## What you are asked to do
Report only how many lines of the entries below contain the string "白石バイパス".

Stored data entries
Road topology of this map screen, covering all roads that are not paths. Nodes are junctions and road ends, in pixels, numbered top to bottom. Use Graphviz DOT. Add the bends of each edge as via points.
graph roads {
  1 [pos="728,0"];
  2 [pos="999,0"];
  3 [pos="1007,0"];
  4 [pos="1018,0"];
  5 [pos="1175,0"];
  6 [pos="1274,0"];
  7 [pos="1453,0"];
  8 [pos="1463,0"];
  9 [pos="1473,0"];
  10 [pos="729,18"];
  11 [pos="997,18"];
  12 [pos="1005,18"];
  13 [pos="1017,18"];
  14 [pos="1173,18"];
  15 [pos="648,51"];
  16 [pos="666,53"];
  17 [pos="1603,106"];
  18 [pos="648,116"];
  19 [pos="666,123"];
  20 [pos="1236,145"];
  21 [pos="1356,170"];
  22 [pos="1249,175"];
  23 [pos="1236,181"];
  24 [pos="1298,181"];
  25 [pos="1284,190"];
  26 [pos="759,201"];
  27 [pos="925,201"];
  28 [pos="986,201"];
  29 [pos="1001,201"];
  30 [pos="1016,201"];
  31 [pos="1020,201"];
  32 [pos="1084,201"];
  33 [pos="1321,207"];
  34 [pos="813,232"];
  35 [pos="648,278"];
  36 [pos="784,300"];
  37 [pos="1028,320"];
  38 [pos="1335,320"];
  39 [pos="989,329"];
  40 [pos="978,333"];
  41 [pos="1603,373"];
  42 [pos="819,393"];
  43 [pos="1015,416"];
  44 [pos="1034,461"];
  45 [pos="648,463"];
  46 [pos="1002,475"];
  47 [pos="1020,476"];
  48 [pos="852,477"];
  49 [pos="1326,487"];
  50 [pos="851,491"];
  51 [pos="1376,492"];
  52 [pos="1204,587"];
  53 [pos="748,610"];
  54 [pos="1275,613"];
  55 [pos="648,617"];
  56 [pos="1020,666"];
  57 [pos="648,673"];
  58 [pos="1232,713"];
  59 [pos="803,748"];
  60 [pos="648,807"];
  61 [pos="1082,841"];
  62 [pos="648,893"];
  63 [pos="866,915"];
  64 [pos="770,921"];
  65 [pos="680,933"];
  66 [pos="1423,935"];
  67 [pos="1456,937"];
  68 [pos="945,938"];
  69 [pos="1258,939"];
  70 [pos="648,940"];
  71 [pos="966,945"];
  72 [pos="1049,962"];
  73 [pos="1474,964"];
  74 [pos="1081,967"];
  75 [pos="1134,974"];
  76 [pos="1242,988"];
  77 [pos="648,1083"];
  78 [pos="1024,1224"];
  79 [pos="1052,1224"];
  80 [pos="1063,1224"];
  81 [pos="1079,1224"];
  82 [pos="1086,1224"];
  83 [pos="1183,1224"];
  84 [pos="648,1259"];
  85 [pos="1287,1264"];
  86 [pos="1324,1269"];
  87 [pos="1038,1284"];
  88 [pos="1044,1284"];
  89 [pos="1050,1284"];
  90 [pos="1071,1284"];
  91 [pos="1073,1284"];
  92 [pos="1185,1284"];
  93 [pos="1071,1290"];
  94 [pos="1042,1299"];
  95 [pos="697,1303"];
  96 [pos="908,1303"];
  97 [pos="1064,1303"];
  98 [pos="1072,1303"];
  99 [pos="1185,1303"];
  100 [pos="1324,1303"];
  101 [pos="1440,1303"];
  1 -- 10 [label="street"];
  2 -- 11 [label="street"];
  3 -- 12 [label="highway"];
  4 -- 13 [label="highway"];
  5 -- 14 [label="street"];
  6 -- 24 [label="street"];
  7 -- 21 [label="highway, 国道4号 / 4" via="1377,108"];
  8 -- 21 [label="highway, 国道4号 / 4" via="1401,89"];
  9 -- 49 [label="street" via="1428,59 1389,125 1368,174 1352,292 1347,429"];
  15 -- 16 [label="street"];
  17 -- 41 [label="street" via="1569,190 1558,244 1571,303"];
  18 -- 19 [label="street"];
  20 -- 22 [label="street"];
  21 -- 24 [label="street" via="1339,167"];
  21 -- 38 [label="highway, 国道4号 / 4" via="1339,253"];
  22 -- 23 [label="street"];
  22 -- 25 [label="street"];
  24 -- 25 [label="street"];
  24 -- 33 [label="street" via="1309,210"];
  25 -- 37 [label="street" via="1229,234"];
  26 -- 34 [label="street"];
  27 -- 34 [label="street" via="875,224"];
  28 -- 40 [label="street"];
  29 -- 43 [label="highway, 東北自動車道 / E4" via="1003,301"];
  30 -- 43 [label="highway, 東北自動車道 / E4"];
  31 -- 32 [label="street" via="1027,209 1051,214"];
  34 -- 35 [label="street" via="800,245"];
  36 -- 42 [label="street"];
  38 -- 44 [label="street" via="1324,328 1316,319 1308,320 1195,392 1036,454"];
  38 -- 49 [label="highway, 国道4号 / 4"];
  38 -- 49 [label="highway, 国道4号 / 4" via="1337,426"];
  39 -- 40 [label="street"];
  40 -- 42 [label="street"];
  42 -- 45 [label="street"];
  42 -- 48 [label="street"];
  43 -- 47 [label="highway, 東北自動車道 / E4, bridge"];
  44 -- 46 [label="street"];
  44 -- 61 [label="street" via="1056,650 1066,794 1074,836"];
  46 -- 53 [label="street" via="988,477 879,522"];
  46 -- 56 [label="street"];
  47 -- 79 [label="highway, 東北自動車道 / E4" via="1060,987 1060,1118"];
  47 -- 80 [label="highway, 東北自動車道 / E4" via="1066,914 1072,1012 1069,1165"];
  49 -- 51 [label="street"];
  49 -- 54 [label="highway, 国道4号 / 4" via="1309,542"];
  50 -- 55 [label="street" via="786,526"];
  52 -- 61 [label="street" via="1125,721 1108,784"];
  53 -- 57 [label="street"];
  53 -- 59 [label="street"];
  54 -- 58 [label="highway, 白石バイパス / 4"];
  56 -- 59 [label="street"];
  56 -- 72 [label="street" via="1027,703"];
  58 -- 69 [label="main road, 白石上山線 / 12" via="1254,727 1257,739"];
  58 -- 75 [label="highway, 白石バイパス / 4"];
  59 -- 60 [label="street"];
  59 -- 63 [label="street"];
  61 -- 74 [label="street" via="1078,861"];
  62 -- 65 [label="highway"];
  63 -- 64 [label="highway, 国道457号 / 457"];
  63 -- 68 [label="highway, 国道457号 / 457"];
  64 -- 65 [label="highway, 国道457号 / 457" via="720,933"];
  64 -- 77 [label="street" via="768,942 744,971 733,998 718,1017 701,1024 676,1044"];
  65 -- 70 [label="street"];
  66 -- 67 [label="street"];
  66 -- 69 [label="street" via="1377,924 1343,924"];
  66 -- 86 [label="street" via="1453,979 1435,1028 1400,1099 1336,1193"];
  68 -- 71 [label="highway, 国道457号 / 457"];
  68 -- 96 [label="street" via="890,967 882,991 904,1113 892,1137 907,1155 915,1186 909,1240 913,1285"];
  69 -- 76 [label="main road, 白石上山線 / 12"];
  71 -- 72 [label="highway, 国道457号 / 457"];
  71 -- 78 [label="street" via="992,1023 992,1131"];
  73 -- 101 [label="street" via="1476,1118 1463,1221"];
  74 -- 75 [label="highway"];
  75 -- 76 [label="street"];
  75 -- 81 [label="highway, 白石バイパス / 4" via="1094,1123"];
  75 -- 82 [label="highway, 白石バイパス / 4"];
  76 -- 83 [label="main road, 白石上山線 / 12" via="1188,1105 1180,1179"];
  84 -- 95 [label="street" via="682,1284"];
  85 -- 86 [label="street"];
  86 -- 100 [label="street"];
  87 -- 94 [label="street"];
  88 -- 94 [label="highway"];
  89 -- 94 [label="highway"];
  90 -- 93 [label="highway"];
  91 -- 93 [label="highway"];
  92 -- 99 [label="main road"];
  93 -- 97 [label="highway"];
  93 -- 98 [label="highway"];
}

## Output
4